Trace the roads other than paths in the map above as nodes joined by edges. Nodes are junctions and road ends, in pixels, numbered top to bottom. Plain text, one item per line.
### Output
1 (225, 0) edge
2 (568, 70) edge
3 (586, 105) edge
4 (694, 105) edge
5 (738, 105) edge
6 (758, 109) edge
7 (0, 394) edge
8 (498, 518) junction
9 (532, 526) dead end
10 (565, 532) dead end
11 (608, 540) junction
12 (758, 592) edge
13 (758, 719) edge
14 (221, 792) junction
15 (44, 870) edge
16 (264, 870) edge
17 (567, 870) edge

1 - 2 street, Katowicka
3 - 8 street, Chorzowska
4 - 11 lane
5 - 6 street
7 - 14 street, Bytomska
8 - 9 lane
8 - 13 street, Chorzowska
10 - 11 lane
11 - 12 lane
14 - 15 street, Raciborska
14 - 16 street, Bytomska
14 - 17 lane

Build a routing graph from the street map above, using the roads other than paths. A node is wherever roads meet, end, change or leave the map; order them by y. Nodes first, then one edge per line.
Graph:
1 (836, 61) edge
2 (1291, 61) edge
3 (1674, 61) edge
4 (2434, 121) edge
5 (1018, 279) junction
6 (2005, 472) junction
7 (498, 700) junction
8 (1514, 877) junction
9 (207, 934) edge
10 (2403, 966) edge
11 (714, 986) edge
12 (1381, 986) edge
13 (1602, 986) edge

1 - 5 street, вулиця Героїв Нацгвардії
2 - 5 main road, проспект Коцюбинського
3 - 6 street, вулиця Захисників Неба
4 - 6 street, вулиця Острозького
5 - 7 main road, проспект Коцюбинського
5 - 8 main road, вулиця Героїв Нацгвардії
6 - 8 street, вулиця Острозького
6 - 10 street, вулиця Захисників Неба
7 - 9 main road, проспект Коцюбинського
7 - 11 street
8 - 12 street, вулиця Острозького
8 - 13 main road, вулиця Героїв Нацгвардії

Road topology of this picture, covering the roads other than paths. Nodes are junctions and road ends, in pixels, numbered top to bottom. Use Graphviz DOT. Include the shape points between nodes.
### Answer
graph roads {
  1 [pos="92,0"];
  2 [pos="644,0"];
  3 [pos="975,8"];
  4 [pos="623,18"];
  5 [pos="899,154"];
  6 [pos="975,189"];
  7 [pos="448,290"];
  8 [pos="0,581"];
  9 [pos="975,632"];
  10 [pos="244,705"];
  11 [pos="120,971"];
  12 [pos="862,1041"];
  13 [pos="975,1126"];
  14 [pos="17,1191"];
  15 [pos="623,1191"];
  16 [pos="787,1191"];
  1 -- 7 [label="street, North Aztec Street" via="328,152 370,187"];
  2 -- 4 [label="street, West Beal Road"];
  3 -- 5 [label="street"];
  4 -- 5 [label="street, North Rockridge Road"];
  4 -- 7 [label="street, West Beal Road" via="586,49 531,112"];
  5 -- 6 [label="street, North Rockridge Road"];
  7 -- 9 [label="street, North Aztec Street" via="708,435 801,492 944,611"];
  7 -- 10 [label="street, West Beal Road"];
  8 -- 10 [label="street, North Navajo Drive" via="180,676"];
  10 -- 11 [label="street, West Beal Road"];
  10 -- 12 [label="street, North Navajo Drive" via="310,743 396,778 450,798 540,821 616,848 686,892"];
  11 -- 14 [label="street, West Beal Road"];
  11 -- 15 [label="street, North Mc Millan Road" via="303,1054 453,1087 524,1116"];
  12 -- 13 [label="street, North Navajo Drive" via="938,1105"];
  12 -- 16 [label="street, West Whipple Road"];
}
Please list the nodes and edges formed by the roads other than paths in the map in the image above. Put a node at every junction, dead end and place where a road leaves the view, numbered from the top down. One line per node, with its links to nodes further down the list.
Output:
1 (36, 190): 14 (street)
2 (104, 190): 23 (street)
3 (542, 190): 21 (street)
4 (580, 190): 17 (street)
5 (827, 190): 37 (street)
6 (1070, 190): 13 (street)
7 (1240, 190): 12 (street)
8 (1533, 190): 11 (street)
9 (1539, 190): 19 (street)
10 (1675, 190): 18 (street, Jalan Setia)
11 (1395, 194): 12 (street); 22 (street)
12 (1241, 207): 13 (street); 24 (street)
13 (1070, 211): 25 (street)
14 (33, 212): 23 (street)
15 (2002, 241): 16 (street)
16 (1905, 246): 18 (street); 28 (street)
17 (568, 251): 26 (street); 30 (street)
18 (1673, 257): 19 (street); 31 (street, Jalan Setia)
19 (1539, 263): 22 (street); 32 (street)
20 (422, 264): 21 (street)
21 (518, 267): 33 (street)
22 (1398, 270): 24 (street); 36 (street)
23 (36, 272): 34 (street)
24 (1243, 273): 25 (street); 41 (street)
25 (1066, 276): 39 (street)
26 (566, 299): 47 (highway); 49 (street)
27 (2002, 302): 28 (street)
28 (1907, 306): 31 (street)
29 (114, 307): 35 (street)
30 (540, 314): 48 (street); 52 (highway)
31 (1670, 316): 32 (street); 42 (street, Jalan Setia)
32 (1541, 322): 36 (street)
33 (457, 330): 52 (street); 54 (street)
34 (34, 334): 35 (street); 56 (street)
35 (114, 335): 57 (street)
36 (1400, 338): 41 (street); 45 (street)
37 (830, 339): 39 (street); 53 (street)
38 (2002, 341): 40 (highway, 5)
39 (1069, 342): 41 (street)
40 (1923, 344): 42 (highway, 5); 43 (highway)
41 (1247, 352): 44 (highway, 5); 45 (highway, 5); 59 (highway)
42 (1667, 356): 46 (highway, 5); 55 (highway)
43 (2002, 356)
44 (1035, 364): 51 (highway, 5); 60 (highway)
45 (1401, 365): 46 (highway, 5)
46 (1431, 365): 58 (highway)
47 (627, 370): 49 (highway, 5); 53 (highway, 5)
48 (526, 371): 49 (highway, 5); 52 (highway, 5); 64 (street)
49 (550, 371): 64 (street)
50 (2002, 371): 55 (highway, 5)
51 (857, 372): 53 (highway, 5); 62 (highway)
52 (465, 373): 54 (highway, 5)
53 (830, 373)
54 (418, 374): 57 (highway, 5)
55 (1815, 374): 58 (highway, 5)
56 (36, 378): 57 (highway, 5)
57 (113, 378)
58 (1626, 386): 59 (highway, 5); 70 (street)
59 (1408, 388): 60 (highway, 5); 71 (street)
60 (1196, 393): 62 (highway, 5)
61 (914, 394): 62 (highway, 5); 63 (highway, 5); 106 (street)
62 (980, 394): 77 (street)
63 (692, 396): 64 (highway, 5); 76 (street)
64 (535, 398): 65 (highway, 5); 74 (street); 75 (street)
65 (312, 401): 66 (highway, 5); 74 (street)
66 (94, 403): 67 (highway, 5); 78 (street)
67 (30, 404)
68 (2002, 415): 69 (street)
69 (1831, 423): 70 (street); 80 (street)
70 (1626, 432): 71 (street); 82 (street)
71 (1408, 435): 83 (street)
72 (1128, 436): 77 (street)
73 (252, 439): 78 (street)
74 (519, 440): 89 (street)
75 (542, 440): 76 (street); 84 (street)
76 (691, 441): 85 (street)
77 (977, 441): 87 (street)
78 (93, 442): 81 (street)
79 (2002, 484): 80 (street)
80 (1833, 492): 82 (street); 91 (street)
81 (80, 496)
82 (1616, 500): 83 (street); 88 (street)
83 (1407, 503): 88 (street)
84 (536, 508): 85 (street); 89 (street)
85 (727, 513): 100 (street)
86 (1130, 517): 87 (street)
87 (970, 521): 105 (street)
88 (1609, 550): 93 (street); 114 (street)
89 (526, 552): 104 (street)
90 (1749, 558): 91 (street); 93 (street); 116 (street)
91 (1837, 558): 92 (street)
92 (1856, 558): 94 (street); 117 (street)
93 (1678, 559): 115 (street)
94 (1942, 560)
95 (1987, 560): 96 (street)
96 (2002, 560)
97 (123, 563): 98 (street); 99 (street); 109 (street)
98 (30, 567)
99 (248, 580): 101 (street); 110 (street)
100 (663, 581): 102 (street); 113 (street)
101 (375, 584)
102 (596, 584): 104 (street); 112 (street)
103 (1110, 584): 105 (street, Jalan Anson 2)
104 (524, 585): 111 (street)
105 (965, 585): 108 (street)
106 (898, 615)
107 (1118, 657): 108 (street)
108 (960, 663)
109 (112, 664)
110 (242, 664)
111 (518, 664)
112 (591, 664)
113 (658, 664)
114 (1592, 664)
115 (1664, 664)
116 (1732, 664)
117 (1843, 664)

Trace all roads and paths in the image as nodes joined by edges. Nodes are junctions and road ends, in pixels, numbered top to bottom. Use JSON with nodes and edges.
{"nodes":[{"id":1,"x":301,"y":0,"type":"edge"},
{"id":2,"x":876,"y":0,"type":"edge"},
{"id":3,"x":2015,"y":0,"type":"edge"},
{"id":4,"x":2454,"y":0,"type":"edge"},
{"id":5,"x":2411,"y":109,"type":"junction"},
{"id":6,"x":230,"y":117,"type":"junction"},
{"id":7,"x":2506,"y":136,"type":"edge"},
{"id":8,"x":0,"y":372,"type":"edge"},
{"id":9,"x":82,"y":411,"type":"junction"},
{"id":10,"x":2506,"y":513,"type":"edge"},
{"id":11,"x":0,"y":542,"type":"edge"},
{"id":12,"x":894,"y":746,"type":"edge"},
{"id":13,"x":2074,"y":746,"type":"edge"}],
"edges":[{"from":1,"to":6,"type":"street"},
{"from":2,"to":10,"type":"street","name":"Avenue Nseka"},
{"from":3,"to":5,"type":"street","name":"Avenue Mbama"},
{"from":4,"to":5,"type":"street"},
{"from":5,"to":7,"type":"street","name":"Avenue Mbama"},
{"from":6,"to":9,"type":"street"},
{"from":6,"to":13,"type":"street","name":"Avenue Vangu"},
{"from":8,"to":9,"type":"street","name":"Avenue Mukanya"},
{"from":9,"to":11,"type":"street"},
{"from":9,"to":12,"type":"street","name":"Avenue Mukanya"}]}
·····
• Required action:
Your answer must be the count of lines in the data that contain "Jalan", with no added words.

• Final answer:
4